The first phase of the project has several brackish water wells completed with additional wells to be drilled. A disposal well is planned for the near future. Estimated costs to build the first 30,000-barrel per day system and drill seven brackish water wells is about $2.9 million. The facility is expected to be operable in the fourth quarter of 2014.

Researchers at Houston’s Rice University, which often collaborates with the energy industry, have analyzed the water that is produced during flowback of fracking operations. They believe that better recycling practices for flowback water using more advanced technologies would save water and relieve some fears associated with fracking.

Rice’s Andrew Barron, a professor of materials science, led a study that was recently published in a Royal Society of Chemistry journal.

According to Barron, the amount of water used by Texas drillers for fracking may only be 1.5% of that used by farming and municipalities, but it still amounts to as much as 5.6 million gallons a year for the Texas portion of the Haynesville Shale and 2.8 million gallons for the Eagle Ford Shale. Drawing that much water for the regional operations can strain the water supplies of nearby communities, Barron said.

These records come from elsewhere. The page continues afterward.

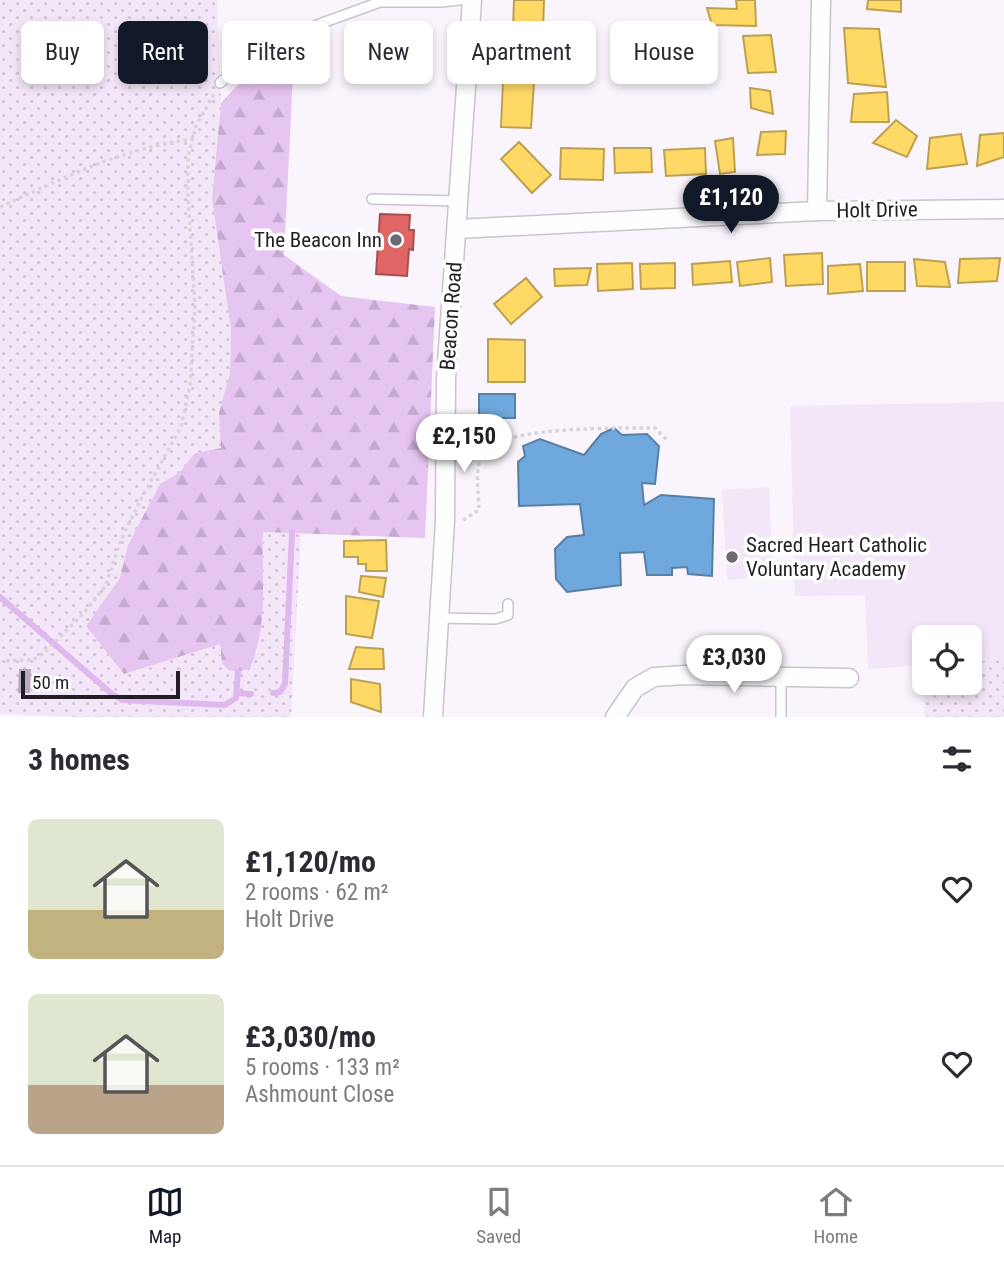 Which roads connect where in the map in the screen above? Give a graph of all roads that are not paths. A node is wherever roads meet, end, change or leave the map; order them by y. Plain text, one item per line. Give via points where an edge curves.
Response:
1 (460, 0) edge
2 (472, 0) edge
3 (821, 0) edge
4 (380, 1) edge
5 (220, 83) road end
6 (372, 199) dead end
7 (459, 201) junction
8 (1004, 209) edge
9 (817, 211) junction
10 (457, 229) junction
11 (508, 604) dead end
12 (439, 618) junction
13 (781, 677) junction
14 (849, 678) dead end
15 (433, 717) edge
16 (615, 717) edge
17 (781, 717) edge

1 - 4 lane
2 - 7 street, Beacon Road
3 - 9 street
4 - 5 lane via 250,57
6 - 7 lane
7 - 10 street, Beacon Road
8 - 9 street, Holt Drive
9 - 10 street, Holt Drive
10 - 12 street, Beacon Road via 446,378
11 - 12 lane via 508,615 495,619
12 - 15 street, Beacon Road
13 - 14 street
13 - 16 street via 654,677 635,688
13 - 17 lane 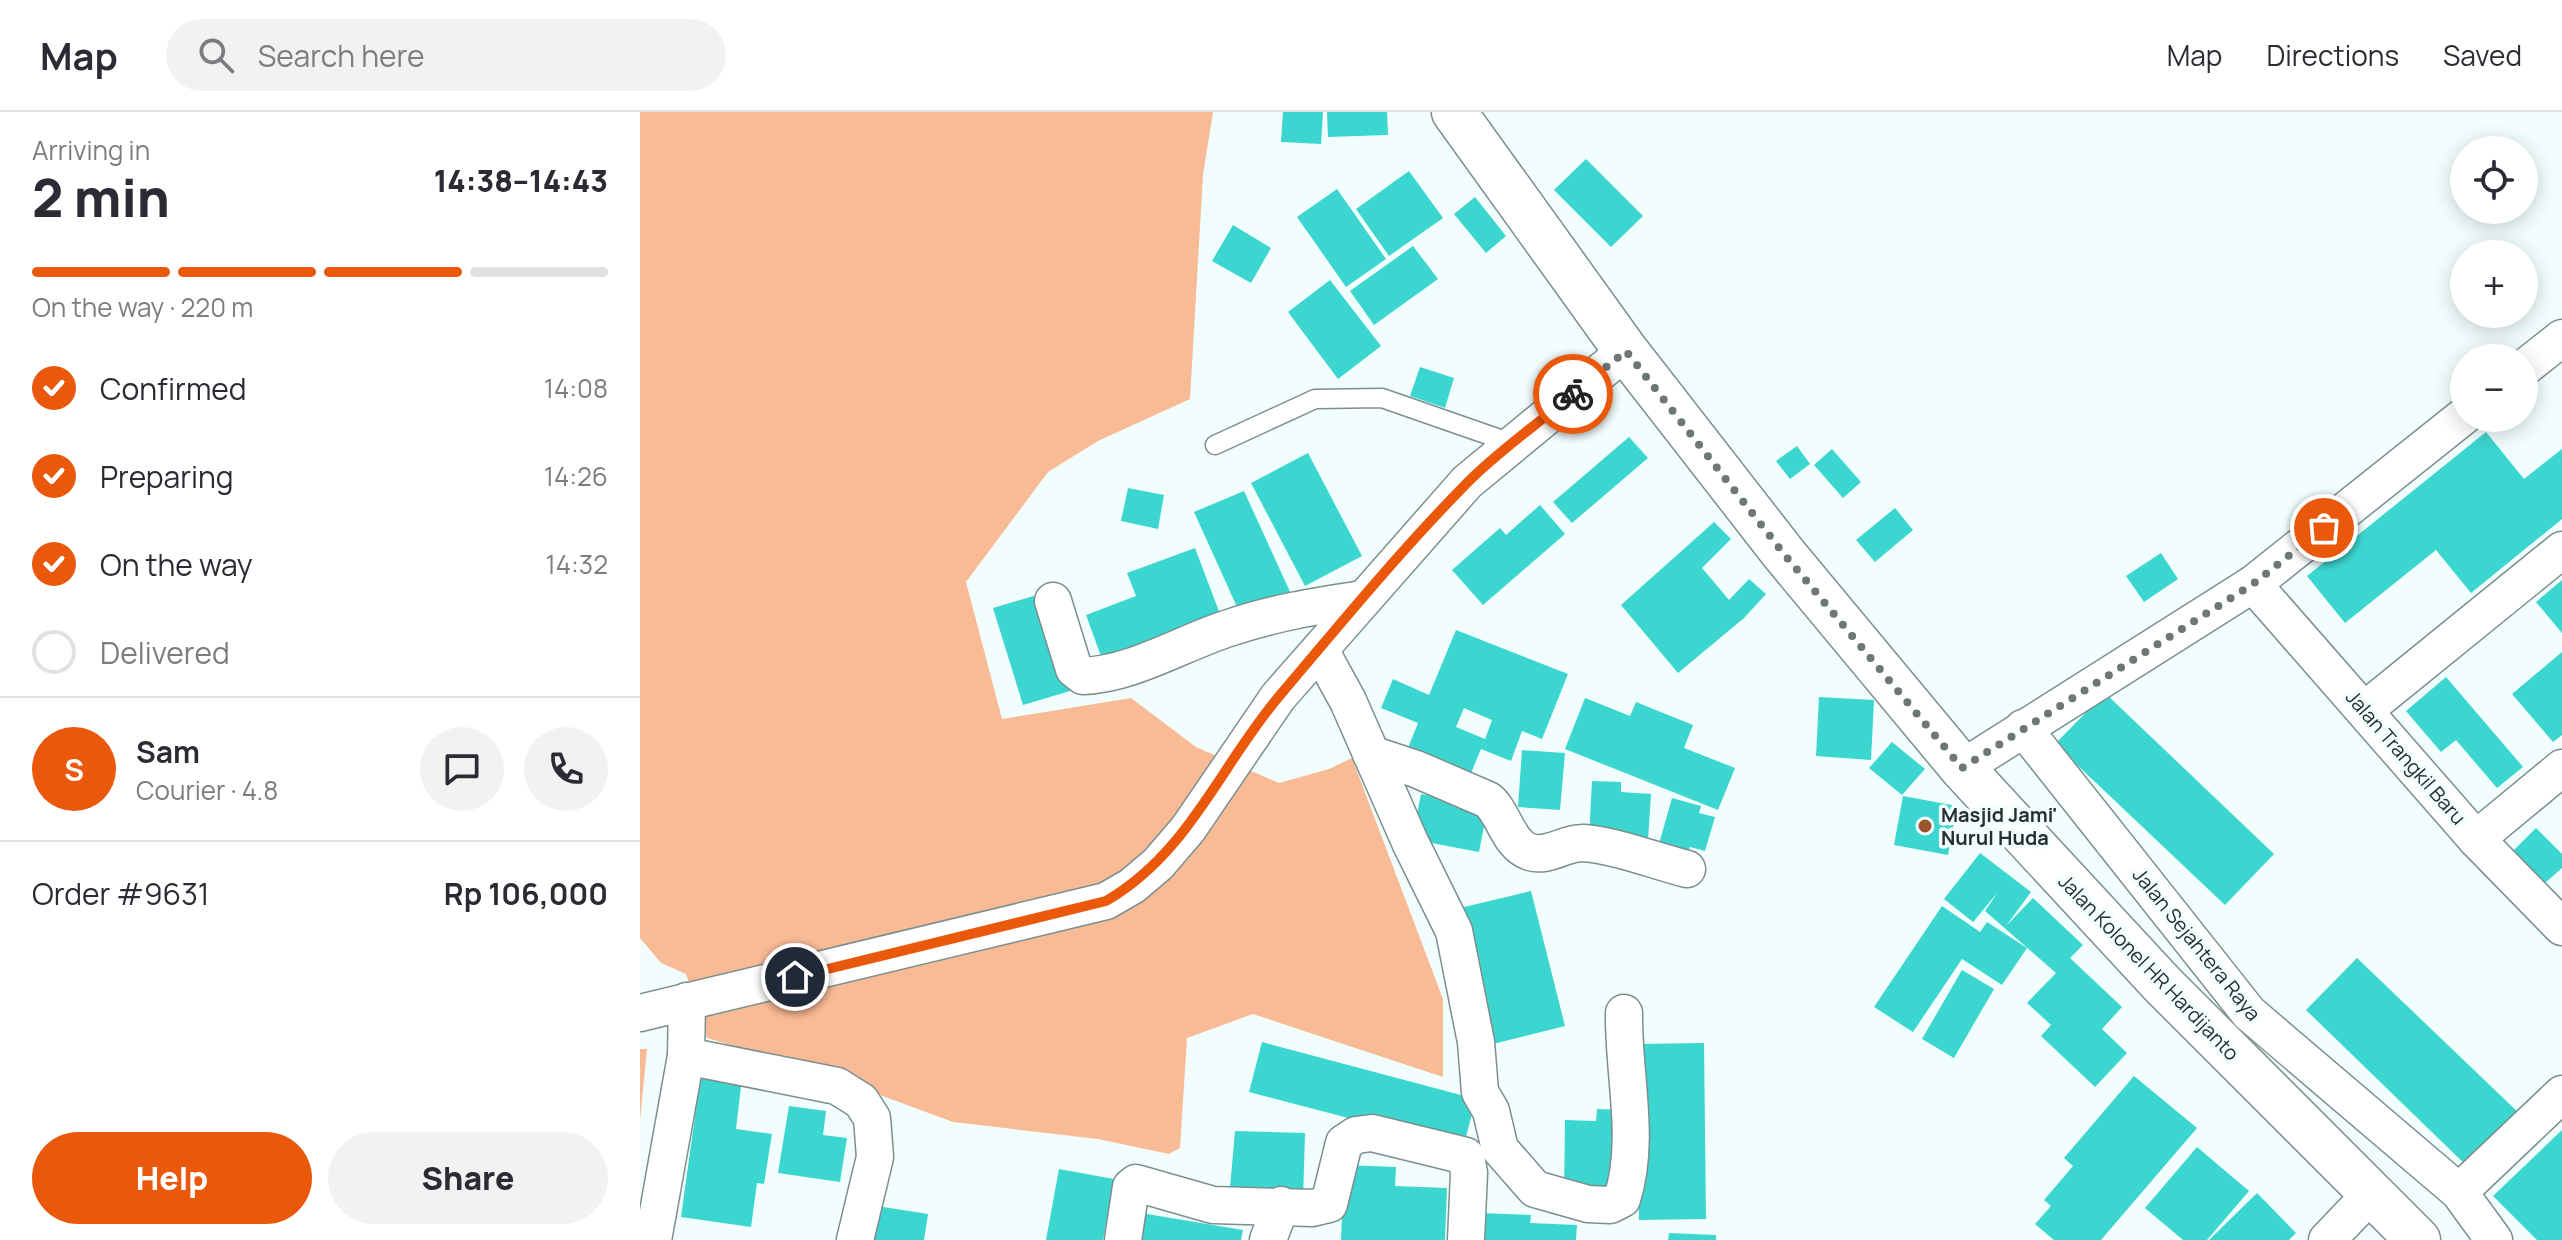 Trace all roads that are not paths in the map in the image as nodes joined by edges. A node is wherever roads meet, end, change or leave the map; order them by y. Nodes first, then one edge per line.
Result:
1 (1454, 112) edge
2 (2562, 338) edge
3 (1626, 351) junction
4 (2538, 357) edge
5 (2450, 427) edge
6 (1514, 444) junction
7 (1215, 445) dead end
8 (2562, 550) edge
9 (2253, 584) junction
10 (1362, 599) junction
11 (1053, 601) dead end
12 (1320, 650) junction
13 (2366, 709) junction
14 (2023, 728) junction
15 (1371, 754) junction
16 (1962, 768) junction
17 (2562, 768) edge
18 (2476, 839) junction
19 (1687, 869) dead end
20 (2562, 927) edge
21 (687, 1001) junction
22 (640, 1013) edge
23 (1624, 1013) dead end
24 (686, 1056) junction
25 (2562, 1094) edge
26 (2459, 1192) junction
27 (2372, 1193) junction
28 (1281, 1205) junction
29 (2405, 1235) edge
30 (653, 1240) edge
31 (855, 1240) edge
32 (1123, 1240) edge
33 (1268, 1240) edge
34 (1466, 1240) edge
35 (2327, 1240) edge
36 (2494, 1240) edge

1 - 3 main road, Jalan Kolonel HR Hardijanto
2 - 4 street
3 - 6 street
3 - 16 main road, Jalan Kolonel HR Hardijanto
5 - 9 street
6 - 7 lane
6 - 10 street
8 - 13 street
9 - 13 street, Jalan Trangkil Baru
9 - 14 street
10 - 11 street
10 - 12 street
12 - 15 street
12 - 21 street
13 - 18 street, Jalan Trangkil Baru
14 - 16 street
14 - 26 street, Jalan Sejahtera Raya
15 - 19 street
15 - 23 street
16 - 27 main road, Jalan Kolonel HR Hardijanto
17 - 18 street
18 - 20 street, Jalan Trangkil Baru
21 - 22 street
21 - 24 street
24 - 30 street
24 - 31 street
25 - 26 street
26 - 36 street, Jalan Sejahtera Raya
27 - 29 main road, Jalan Kolonel HR Hardijanto
27 - 35 street
28 - 32 street
28 - 33 street
28 - 34 street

Besides relatively harmless organic and other minerals, Rice researchers found that produced water contained potentially toxic chlorocarbons and organobromides, probably formed from interactions between high levels of bacteria in the water and salts or chemical treatments used in fracking fluids.

Barron said the oil and gas industry sometimes uses chlorine dioxide or hypochlorite treatments to recycle produced water for reuse, but these treatments can actually enhance bacteria’s ability to convert naturally occurring hydrocarbons to chlorocarbons and organobromides. He said this transition could happen either downhole or in storage ponds where produced water is treated.

“We believe the industry needs to investigate alternative, non-chemical treatments to avoid the formation of compounds that don’t occur in nature,” Barron said.